Sunday: Amphitheater- NWPT
Monday: The Dome, Eel Garden-NWPT
Tuesday: Driveway-West Caicos, Double D, Rock n Roll- French Cay
Wednesday: G-Spot-French Cay, Spanish Anchor- West Caicos
Thursday: Gullies, Boat Cove –West Caicos
Friday: Sharks Hotel -NWPT
With Saturday afternoon upon us, we gathered on the dive deck to welcome our new guests for the charter to come. As per usual, we were greeted by very friendly excited new divers ready to make friends and memories. After a short time of settling in, the guests relaxed with a choice beverage and talked with others about trips gone by and trips to come. Going quiet into the night, they retired one by one into their homes for the week to get some rest for the first day on the water.
Sunday morning fast approached, and the seasoned divers were already up preparing their dive gear and make some last minute adjustments. With anxious faces looking on, Engineer Rob presented the back deck dive briefing, and information on our first dive site of the week, Amphitheater!

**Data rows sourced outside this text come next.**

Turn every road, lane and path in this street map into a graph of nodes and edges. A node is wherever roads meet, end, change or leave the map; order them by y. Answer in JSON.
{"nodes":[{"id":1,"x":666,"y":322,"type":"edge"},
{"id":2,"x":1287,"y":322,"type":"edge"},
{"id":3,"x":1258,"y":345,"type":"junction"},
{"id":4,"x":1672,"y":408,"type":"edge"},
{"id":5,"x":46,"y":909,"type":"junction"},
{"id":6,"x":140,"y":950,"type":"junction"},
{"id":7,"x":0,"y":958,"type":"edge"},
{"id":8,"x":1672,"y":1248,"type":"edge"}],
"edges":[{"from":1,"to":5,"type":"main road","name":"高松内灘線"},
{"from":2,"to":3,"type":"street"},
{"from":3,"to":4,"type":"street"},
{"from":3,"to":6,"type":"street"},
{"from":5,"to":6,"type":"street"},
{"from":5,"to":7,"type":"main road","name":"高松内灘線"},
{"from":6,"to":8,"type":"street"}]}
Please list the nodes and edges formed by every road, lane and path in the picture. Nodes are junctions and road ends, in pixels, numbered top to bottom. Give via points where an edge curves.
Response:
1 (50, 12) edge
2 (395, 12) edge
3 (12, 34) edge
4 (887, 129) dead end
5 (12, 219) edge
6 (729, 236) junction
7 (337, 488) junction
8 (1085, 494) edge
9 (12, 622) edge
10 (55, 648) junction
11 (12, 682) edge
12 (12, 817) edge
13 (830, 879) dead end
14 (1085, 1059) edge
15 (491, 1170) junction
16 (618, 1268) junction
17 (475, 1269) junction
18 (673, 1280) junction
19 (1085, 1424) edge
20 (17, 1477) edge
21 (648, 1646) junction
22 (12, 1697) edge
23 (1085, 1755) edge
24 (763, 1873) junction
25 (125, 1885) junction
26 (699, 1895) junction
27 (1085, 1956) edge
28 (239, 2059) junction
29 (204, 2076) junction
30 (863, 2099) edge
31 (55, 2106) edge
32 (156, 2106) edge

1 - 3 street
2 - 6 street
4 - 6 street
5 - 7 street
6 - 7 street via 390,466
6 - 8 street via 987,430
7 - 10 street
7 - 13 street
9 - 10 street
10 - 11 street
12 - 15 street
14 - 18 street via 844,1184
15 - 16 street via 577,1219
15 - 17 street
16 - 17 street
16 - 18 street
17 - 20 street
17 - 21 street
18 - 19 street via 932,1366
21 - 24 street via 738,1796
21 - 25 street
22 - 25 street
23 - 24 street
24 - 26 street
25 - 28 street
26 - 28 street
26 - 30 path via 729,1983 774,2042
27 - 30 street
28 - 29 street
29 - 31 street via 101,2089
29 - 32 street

With a deep cut out cavern that sits at about 65 feet inside a wall, Amphitheater is home to large concentration of black coral and gorgonians, which in turn creates a home to numerous other small creatures, like the Neck Crabs and Skeleton Shrimp that the guests were delighted to see. Being a very colorful wall, there was no doubt that beauty was in the eye of the camera holder!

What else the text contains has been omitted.